You are viewing a plain text version of this content. The canonical link for it is here.

Posted to dev@arrow.apache.org by Jorge Cardoso Leitão <jo...@gmail.com> on 2022/04/04 14:39:26 UTC

[Question] Is it possible to write to IPC without an intermediary buffer?

Hi,

Motivated by [1], I wonder if it is possible to write to IPC without
writing the data to an intermediary buffer.

The challenge is that the header of an IPC message [header][data] requires:

* the positions of the buffers
* the total length of the body

For uncompressed data, we could compute these before-hand at `O(C)` where C
is the number of columns. However, I am unable to find a way of computing
these ahead of writing for compressed buffers: we need to compress the data
to know its compressed (and thus buffers) size.

Is this understanding correct?

Best,
Jorge

[1] https://github.com/pola-rs/polars/issues/2639

Re: [Question] Is it possible to write to IPC without an intermediary buffer?
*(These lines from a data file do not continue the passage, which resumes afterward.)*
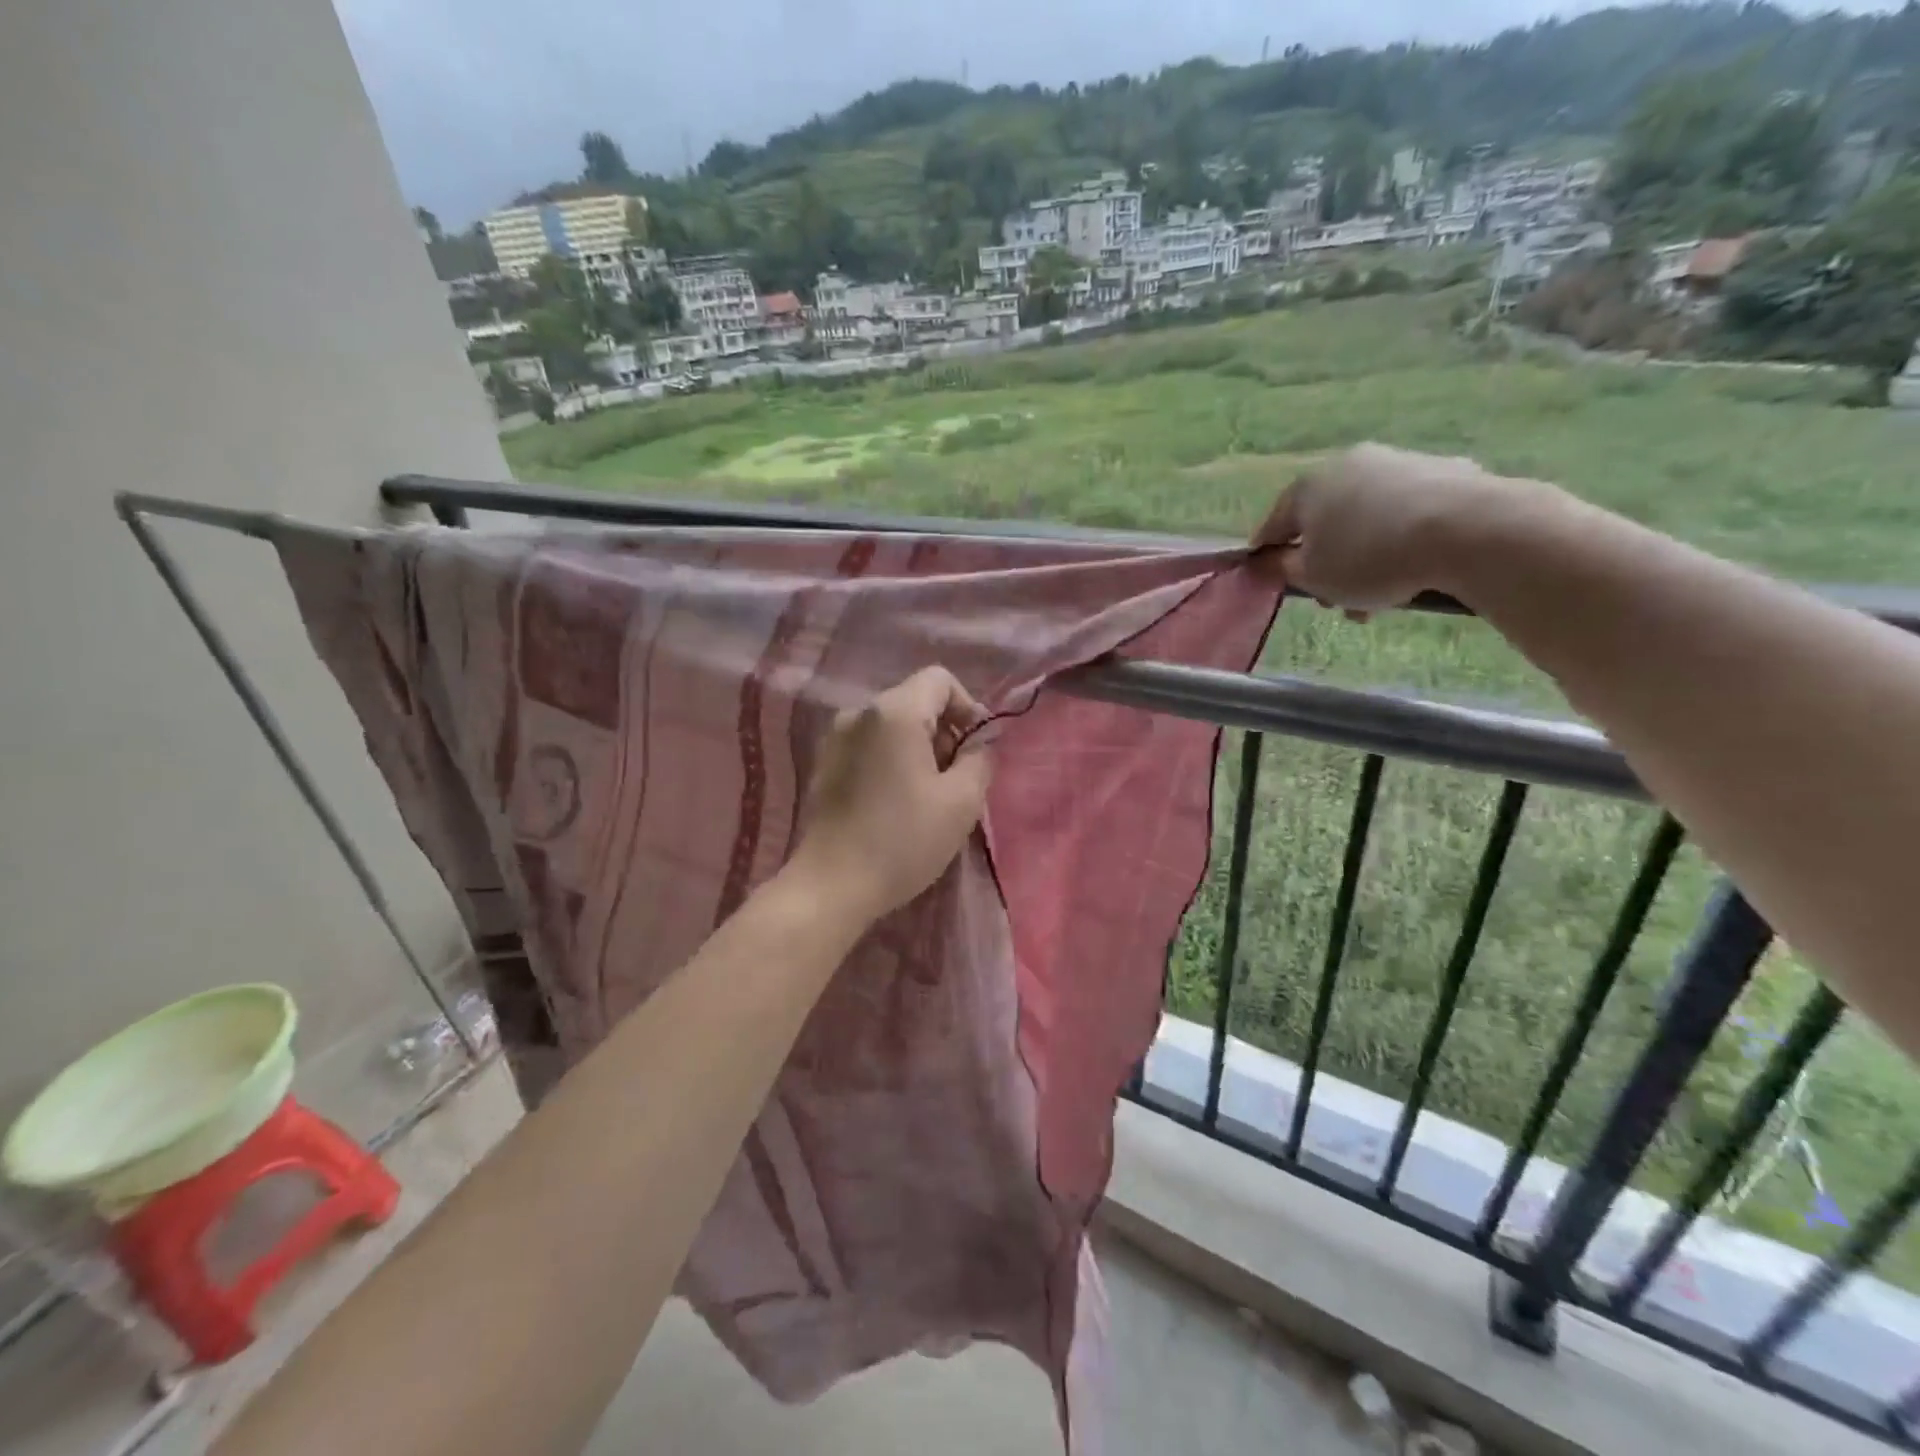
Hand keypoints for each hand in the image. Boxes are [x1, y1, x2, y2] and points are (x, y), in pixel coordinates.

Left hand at [790, 667, 993, 920]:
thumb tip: (979, 744)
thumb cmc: (903, 840)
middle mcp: (859, 713)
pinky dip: (890, 760)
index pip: (939, 679)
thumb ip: (980, 760)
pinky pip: (869, 744)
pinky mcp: (824, 763)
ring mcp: (835, 738)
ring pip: (891, 725)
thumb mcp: (961, 802)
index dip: (967, 707)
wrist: (831, 885)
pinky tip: (894, 802)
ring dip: (917, 748)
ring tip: (926, 794)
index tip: (974, 749)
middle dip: (943, 731)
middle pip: (914, 700)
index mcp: (894, 712)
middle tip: (954, 779)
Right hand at [1251, 444, 1515, 612]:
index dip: (1267, 556)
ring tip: (1379, 599)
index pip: (1274, 525)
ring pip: (1365, 519)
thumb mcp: (1313, 577)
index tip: (1268, 580)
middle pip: (1323, 522)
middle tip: (1334, 601)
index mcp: (1308, 487)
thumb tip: (1270, 561)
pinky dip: (1400, 539)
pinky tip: (1414, 568)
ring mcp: (1398, 463)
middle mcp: (1348, 464)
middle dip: (1324, 564)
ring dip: (1362, 557)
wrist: (1468, 530)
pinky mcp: (1444, 470)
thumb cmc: (1370, 558)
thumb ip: (1282, 570)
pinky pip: (1406, 513)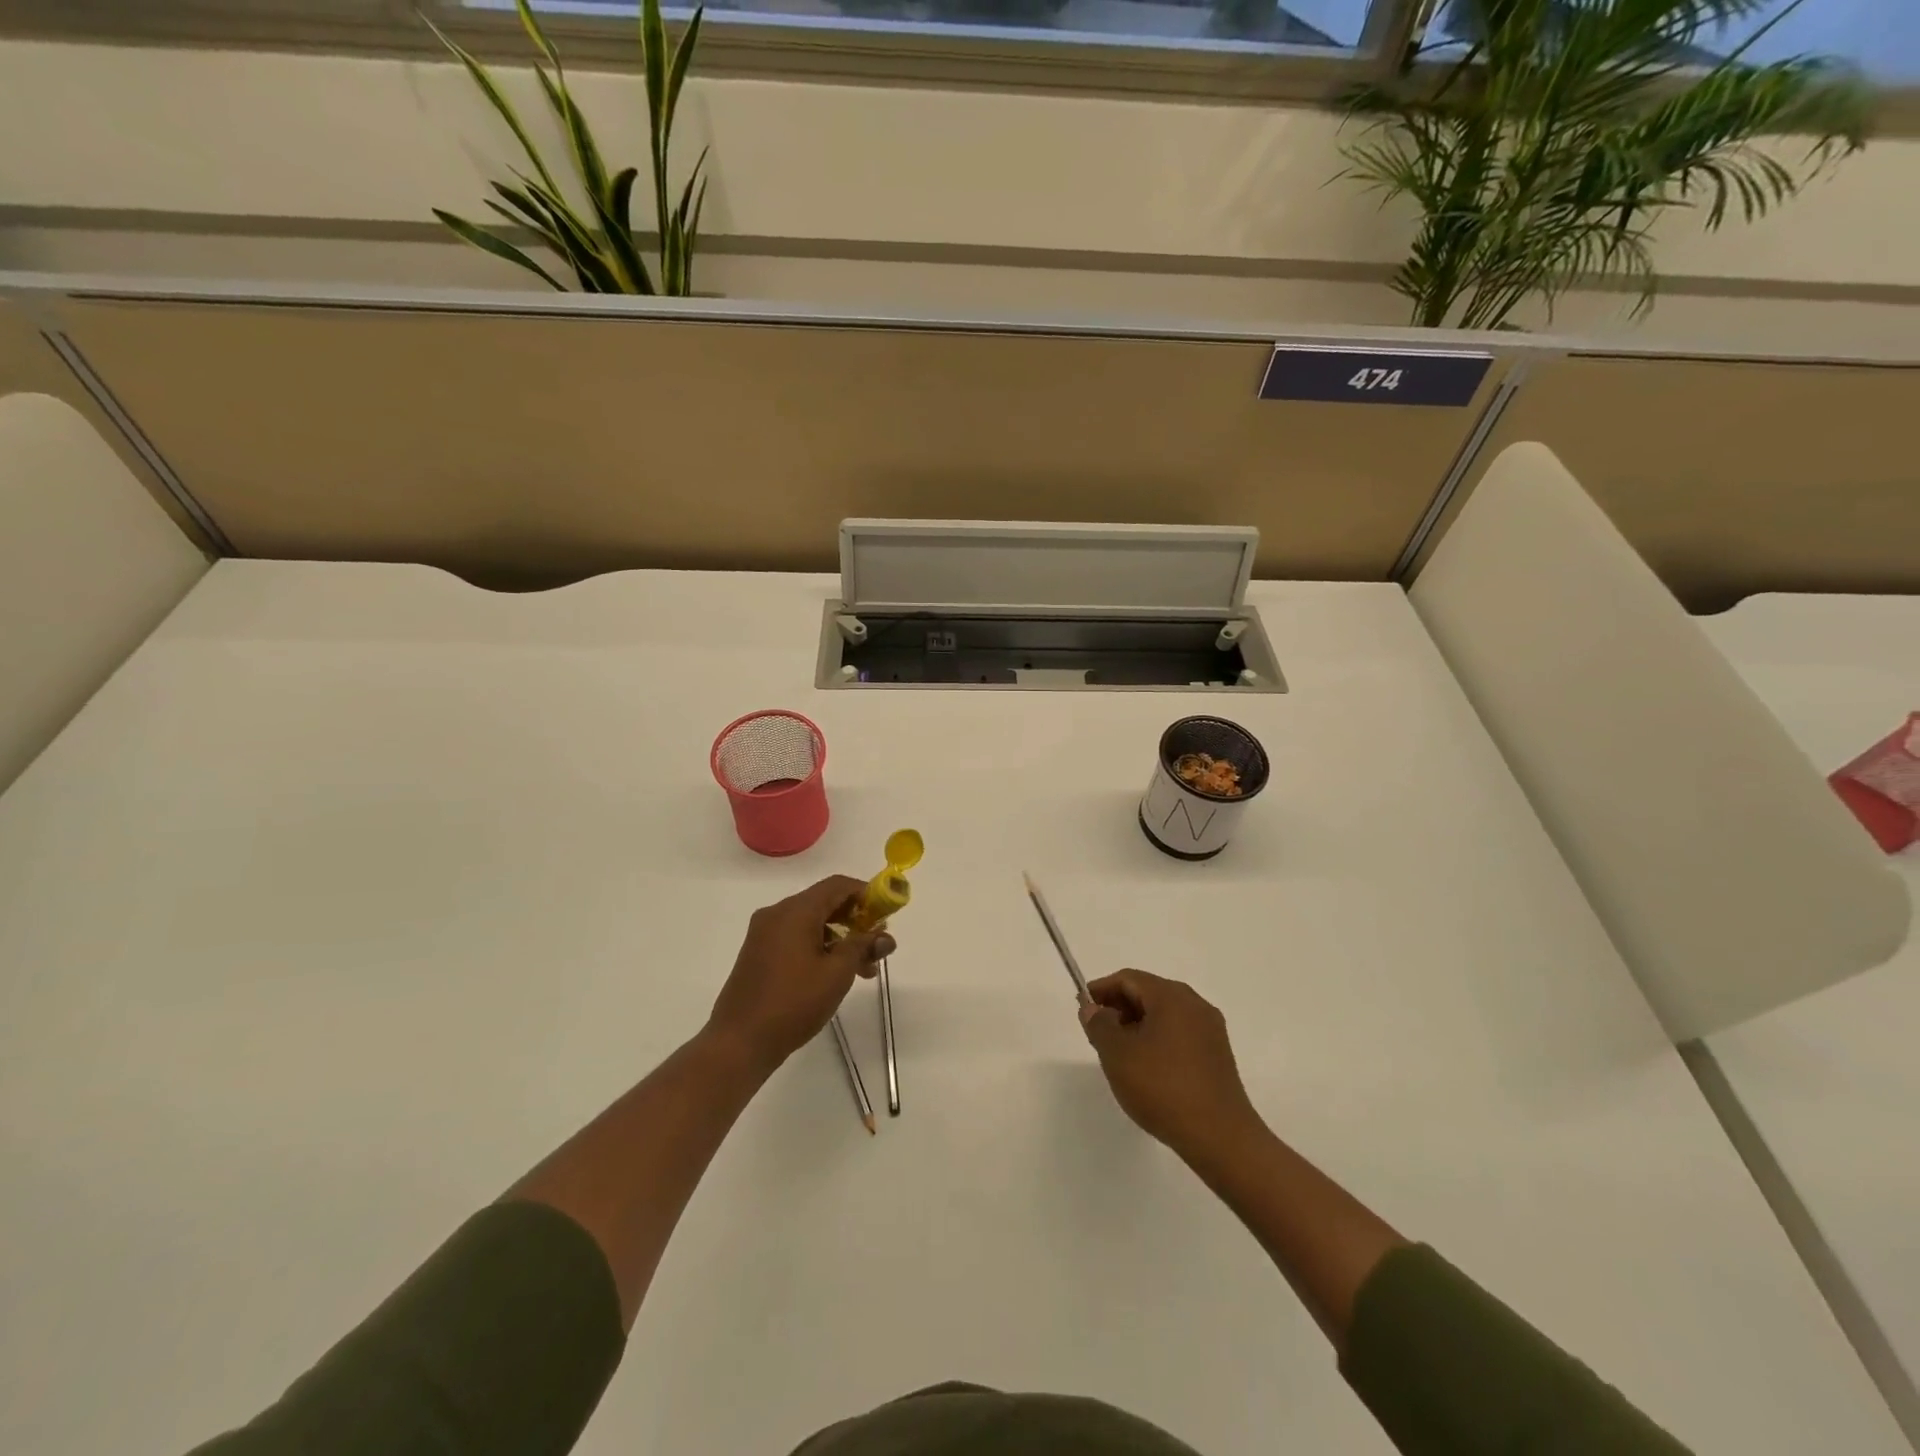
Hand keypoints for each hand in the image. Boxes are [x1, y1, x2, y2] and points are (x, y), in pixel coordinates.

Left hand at [706, 876, 895, 1075]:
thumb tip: (885, 936)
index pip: (837, 885)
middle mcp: (777, 913)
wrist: (739, 1042)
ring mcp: (764, 933)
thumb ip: (862, 947)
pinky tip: (834, 973)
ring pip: (811, 922)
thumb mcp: (837, 973)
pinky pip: (795, 937)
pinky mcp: (758, 953)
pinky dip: (819, 946)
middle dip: (855, 920)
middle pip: (824, 902)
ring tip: (862, 969)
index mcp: (795, 911)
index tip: (886, 913)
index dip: (866, 894)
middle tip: (877, 946)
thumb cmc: (793, 1003)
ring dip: (839, 938)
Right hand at [1081, 969, 1263, 1160]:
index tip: (1082, 1008)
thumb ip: (1099, 1025)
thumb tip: (1093, 1009)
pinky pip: (1179, 1034)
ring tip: (1118, 1053)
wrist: (1220, 1137)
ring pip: (1164, 1015)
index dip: (1101, 990)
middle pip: (1148, 993)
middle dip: (1119, 1008)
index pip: (1129, 979)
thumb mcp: (1118, 1054)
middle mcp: (1195, 1005)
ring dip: (1137, 1025)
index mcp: (1172, 996)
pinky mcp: (1217, 1055)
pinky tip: (1146, 1068)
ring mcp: (1210, 1030)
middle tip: (1097, 1033)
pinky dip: (1157, 1040)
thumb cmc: (1163, 1088)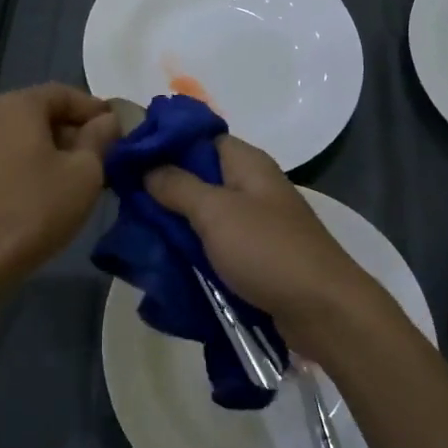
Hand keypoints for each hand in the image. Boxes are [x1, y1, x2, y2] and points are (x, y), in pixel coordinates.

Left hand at [0, 83, 119, 285]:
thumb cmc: (38, 207)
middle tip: (107, 153)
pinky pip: (10, 156)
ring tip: (85, 174)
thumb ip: (100, 138)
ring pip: (26, 136)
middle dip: (77, 129)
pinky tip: (54, 187)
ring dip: (57, 148)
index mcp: (17, 106)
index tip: (119, 129)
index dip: (95, 109)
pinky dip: (35, 162)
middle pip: (43, 112)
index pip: (64, 93)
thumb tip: (108, 120)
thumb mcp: (85, 171)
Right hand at [145, 137, 382, 358]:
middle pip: (200, 176)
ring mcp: (256, 222)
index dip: (165, 143)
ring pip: (205, 212)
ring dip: (177, 222)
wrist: (323, 310)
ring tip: (138, 231)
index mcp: (247, 163)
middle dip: (164, 187)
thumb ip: (177, 186)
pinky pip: (216, 243)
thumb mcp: (215, 212)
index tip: (128, 157)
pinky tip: (167, 257)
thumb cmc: (268, 250)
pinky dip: (194, 248)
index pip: (200, 137)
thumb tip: (147, 167)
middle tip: (125, 201)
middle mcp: (252, 186)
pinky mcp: (256, 255)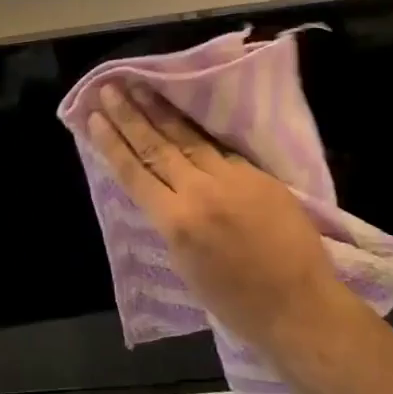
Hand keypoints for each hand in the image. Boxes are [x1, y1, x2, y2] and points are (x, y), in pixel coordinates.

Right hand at [86, 82, 344, 355]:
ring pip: (189, 138)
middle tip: (110, 88)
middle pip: (157, 146)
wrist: (299, 306)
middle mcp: (200, 193)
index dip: (112, 143)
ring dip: (161, 111)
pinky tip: (186, 113)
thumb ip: (171, 223)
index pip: (135, 173)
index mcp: (176, 223)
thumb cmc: (236, 303)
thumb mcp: (185, 267)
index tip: (94, 117)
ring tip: (141, 87)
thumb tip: (160, 194)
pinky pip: (222, 150)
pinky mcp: (259, 175)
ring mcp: (233, 179)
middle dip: (129, 115)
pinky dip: (200, 133)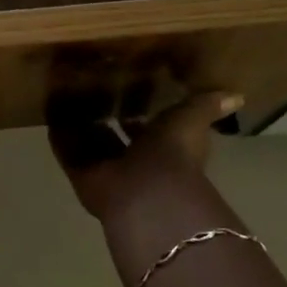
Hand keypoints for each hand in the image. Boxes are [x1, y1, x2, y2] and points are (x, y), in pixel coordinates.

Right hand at [47, 92, 242, 220]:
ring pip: (90, 146)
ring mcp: (106, 171)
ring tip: (62, 99)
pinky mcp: (83, 176)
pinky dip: (60, 138)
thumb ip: (205, 107)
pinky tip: (49, 117)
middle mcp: (133, 162)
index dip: (137, 116)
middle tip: (86, 93)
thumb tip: (237, 95)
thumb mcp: (190, 120)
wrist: (148, 194)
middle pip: (114, 140)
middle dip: (103, 121)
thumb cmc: (172, 153)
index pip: (145, 130)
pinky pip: (68, 154)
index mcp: (159, 149)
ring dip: (79, 128)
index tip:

Posted by Micah Kornfield <em...@gmail.com>.

>
>
> AFAI can understand, this would cause writing to IPC to require O(N) where
> N is the average size of the buffers, as opposed to O(N*B) where N is the
> average size of the buffer and B the number of buffers. I.e. It is still
> quite a multiplicative factor involved.


Small nit, but this could theoretically be O(1) size requirements depending
on the compression library, since the same seeking behavior could be used
to go back and store the necessary byte lengths after compressing data.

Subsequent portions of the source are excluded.